O PÚBLICO noticiou na sua edição desta sexta-feira que o DIAP do Porto e a Polícia Judiciária estão a investigar o social-democrata a propósito da renegociação do contrato entre a empresa municipal Águas de Gaia e a Suma que terá prejudicado os cofres da autarquia. Segundo fontes envolvidas nessa renegociação, a factura do município passou de cerca de oito milhões de euros por ano para 12 milhões, tendo a câmara ficado obrigada a pagar mais cerca de 40% por cada tonelada de lixo.

No entanto, em comunicado, a empresa nega ter havido um aumento desta ordem, garantindo, pelo contrário, que houve uma redução em 10% do custo anual com o serviço. A Suma garante que a redução da facturação desceu de 12 para 11 milhões de euros por ano, e que esse valor entrou em vigor logo após a renegociação em 2012.

A sociedade explica que a autarquia lhe solicitou que realizasse um estudo para o “investimento em novos meios de recolha” menos poluentes para corresponder a padrões ecológicos recomendados pela União Europeia. Garantiu ainda que a cedência da posição contratual da câmara para as Águas de Gaia “em nada altera, diminui ou modifica os direitos e obrigações das partes, nem restringe ou diminui o escrutínio das decisões ou contratos públicos celebrados por essas entidades”.

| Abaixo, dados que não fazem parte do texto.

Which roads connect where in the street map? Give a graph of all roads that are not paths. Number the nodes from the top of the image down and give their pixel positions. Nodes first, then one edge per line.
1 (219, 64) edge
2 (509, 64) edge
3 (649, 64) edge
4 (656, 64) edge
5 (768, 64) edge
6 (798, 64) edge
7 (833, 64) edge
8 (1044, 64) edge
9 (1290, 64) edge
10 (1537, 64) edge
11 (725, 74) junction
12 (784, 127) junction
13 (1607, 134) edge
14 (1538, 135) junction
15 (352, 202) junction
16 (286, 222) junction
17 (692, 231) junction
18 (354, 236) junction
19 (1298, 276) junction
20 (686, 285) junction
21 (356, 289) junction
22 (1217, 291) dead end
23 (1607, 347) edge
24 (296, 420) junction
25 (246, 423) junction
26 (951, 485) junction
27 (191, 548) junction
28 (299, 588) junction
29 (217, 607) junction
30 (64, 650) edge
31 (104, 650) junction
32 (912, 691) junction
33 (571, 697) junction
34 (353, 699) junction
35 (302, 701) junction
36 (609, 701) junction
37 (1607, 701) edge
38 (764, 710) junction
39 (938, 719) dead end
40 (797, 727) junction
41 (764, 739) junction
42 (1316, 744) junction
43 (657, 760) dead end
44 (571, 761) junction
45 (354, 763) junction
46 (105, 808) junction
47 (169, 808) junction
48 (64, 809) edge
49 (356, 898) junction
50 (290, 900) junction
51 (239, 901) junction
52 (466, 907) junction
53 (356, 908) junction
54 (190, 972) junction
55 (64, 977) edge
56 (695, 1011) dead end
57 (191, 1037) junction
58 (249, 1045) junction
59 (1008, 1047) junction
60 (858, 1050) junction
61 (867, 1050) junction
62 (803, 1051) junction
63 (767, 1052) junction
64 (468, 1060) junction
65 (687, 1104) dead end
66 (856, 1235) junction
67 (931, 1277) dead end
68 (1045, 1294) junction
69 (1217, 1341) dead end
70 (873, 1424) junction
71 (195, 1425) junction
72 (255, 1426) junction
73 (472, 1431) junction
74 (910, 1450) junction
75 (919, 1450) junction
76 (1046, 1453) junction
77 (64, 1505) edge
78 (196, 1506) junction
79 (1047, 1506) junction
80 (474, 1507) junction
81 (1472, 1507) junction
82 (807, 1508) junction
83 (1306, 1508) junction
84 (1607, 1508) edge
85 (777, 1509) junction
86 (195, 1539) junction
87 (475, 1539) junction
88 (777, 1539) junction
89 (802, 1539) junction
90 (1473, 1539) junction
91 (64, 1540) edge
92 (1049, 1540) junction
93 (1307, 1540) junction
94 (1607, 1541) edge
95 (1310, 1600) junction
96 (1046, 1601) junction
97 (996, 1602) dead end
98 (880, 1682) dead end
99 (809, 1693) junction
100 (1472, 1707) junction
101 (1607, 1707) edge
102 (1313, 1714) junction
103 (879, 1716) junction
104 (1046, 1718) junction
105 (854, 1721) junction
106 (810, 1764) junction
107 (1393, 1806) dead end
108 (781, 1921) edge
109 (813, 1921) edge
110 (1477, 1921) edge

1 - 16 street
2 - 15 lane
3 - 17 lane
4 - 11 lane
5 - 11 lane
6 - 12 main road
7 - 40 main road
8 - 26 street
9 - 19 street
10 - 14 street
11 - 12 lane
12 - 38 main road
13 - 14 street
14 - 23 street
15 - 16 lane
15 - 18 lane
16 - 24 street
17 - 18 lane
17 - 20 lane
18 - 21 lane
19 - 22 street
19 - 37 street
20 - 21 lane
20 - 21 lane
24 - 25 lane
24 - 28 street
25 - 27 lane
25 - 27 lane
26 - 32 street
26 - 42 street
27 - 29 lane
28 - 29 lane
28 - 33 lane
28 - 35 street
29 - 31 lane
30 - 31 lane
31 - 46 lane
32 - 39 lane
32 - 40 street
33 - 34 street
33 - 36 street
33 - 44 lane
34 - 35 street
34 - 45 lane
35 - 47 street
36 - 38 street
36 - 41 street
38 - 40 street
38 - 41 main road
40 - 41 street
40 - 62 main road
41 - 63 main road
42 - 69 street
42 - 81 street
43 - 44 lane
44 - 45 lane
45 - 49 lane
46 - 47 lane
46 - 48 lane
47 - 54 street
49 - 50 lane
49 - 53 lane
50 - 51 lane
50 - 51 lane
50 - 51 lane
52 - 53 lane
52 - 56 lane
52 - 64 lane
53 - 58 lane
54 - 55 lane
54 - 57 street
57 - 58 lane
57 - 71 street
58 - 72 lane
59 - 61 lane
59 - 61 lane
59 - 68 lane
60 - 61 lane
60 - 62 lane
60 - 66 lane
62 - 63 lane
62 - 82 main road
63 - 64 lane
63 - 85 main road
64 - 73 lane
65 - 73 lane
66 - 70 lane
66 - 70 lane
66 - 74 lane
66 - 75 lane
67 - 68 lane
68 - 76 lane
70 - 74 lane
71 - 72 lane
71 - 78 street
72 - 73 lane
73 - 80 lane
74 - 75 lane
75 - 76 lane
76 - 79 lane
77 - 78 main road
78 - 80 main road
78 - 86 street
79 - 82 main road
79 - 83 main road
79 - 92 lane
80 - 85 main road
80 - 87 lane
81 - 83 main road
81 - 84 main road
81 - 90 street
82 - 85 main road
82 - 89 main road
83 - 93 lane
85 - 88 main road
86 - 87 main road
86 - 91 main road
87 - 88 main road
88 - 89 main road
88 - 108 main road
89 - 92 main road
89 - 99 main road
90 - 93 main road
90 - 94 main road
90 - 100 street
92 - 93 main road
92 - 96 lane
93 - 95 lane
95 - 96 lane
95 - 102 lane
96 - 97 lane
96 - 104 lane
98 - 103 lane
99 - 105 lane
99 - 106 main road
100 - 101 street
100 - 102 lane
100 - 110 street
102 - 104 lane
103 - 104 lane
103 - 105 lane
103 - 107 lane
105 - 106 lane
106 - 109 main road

"Homicídio político", diz Menezes
Depois de apenas ter comentado pontualmente o caso na sua página de Facebook, Menezes quebrou esta sexta-feira o silêncio, para se queixar de estar a ser alvo de um “ataque de homicídio pessoal e político inacreditável”. Num comunicado enviado à Lusa, o social-democrata explicou que, em 2012, “face ao aperto financeiro que sofriam as autarquias, os técnicos municipais propuseram uma renegociação com esse grupo em que uma prorrogação do contrato de concessão, como estava previsto no mesmo, pressuporia uma poupança para a autarquia de cerca 15 milhões”.

Menezes revelou também que chamou então a oposição liderada precisamente por Eduardo Vítor Rodrigues a dar a sua opinião e solicitou “um número alargado de pareceres” de juristas de “referência”. Apesar de receber o apoio do socialista e de os pareceres serem favoráveis, “com infinita prudência e na defesa de uma quase estúpida hipertransparência, fiz um despacho a exigir que fosse ouvido sobre o tema o Tribunal de Contas”, acrescentou.

Contudo, as explicações do presidente do conselho de administração das Águas de Gaia, Silva Martins, apontam para uma versão ligeiramente diferente. O responsável confirma que o actual presidente da câmara votou favoravelmente a proposta de renegociação das condições do contrato e prorrogação do prazo por mais dez anos, mas nega que tivesse havido um agravamento dos preços praticados.

“A Suma apresentou uma nova proposta de prorrogação do prazo por dez anos, com novas condições, em que houve uma redução de cerca de 10% do valor a pagar anualmente. Essa proposta foi aprovada por unanimidade pelo executivo”, disse o responsável. Todavia, Silva Martins admitiu que a renegociação implicou o corte de vários serviços da Suma antes prestados no âmbito do contrato original.

Todavia, a Suma refere que se manteve o mesmo universo de serviços que já eram prestados pela empresa antes da renegociação do contrato. No entanto, os esclarecimentos da empresa não foram prestados quando o PÚBLICO solicitou, mas apenas no dia seguinte, após a publicação das notícias.